Contact:Going the Other Way

It might turn out that the most unrealistic and Pollyannish aspect of the fake July 4, 2009, "Iraq War Ends" edition of The New York Times distributed by pranksters last November was that the phony front page contained no display ads. The New York Times had never sullied its front page with display ads, at least not until the fearful economic climate and plummeting ad revenue got the best of them. Sure, it's sullied other sections, but it's all right for Sports or Metro to have ads on their front pages, right? Oh, wait, they were merged into other parts of the paper in an October restructuring and don't have front pages anymore. The ad sales team must have said, "Wonderful, with the 10 grand we save on printing we lose 20 in ads. Okay, new plan: Put the ad for cbs under the pictures of Palestinian children running from bombs."


So it has come to pass that the bottom band of the January 5 edition of the Times carried a full-color display ad below the fold. And as reported by, well, The New York Times on that same day, "Ordinarily, such space would be coveted by advertisers for its prominence." The hard-hitting story also quotes media industry insiders: "An ad on a paper's front page 'really stands out; it's very attractive,' said Beth Fidoten, senior vice president and director of print accounts at Initiative, a media buying firm." Initiative, of course, was cbs' agency at the time.


Perhaps even more shocking is the case of The Believer. The slightly esoteric literary monthly founded by Dave Eggers in 2003 did not accept advertising of any kind for the first five years of its existence. Andrew Leland, the managing editor, confirms that it has quietly begun taking ads - designed in-house so they mesh with the magazine and hardly resemble ads, actually - but "only books and music and movies, though. No bmws or vodka or cigarettes."


Of course, on this yellow brick road of budgetary madness, people do go both ways. When advertisers aren't buying, instead of trying ways to sweeten the deal, some publishers go in the opposite direction.


When Gawker Media's Nick Denton famously forecast a (widely refuted) 40-percent downturn in online ad spend, he coupled the doom-and-gloom with advice to publishers to shy away from those sectors that don't lend themselves to marketing sellouts. Hey, wasn't Gawker operating the watchdog blog Consumerist, which is about as hospitable to hawking housewares as Adbusters? Enter Consumers Union, publisher of Consumer Reports, which purchased the property in December, kept the content and staff and, of course, dropped the ads.
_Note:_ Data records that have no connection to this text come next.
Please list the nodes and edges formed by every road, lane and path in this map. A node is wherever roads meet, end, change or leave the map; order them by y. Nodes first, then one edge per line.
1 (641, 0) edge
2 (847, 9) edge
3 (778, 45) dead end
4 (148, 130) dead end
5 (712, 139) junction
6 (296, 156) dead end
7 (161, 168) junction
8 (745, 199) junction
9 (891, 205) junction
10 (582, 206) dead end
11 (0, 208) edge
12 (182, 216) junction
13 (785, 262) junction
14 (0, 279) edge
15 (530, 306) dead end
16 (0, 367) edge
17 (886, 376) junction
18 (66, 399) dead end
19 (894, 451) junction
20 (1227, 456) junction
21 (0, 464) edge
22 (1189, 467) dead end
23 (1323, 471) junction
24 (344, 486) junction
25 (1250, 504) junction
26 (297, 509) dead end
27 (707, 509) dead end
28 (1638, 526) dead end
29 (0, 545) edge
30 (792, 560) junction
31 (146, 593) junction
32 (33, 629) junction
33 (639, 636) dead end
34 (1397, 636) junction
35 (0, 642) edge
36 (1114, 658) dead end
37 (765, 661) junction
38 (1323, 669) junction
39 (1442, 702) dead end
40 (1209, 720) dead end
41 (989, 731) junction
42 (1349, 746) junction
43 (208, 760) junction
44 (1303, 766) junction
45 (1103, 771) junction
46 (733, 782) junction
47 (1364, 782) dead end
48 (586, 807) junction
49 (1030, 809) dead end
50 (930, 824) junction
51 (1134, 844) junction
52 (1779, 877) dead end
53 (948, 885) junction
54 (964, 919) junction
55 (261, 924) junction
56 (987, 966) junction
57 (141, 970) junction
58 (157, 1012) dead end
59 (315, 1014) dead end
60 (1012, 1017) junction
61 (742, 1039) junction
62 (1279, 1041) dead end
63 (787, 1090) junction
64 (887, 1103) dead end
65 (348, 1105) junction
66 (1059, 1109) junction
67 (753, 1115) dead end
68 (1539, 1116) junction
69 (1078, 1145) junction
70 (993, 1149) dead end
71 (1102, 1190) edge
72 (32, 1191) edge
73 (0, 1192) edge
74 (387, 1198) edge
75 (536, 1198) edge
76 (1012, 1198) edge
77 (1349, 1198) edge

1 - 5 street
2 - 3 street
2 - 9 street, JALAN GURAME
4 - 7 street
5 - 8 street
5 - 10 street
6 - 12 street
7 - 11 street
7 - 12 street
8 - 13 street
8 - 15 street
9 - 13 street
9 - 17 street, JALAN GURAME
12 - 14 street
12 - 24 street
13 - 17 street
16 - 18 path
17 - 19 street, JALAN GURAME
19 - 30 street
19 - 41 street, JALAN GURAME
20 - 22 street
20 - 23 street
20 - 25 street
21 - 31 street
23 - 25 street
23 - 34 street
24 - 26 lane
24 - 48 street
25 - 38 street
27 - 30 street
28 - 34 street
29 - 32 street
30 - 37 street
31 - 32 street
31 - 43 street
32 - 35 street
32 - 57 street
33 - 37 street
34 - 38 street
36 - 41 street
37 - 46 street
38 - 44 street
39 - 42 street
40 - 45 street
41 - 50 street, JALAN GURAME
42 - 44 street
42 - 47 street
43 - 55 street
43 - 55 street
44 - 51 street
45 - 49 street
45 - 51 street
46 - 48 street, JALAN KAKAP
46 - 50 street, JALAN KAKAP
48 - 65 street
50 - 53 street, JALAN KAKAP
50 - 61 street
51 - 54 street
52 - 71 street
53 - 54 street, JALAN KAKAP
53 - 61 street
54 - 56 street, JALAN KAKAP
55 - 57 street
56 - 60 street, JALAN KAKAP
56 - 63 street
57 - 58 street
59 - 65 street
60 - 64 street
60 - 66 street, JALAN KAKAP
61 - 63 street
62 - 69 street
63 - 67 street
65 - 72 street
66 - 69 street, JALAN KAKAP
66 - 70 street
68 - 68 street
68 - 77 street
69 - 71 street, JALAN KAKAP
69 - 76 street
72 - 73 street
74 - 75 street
Consumer Reports, which is entirely subscriber supported, is also entirely supported by people who will likely be dead within the next decade or so. Despite the best intentions of consumerreports.org to take the publications into the digital age, the demographic hasn't changed much. According to Quantcast, more than three-quarters of Consumerist's readers are 18 to 49. So while the content on Consumerist remains free, Consumers Union is hoping it will bring younger subscribers to its other publications.


Whichever model proves more stable, one thing is certain, and it's the same thing that's always been certain: Somebody's going to pay.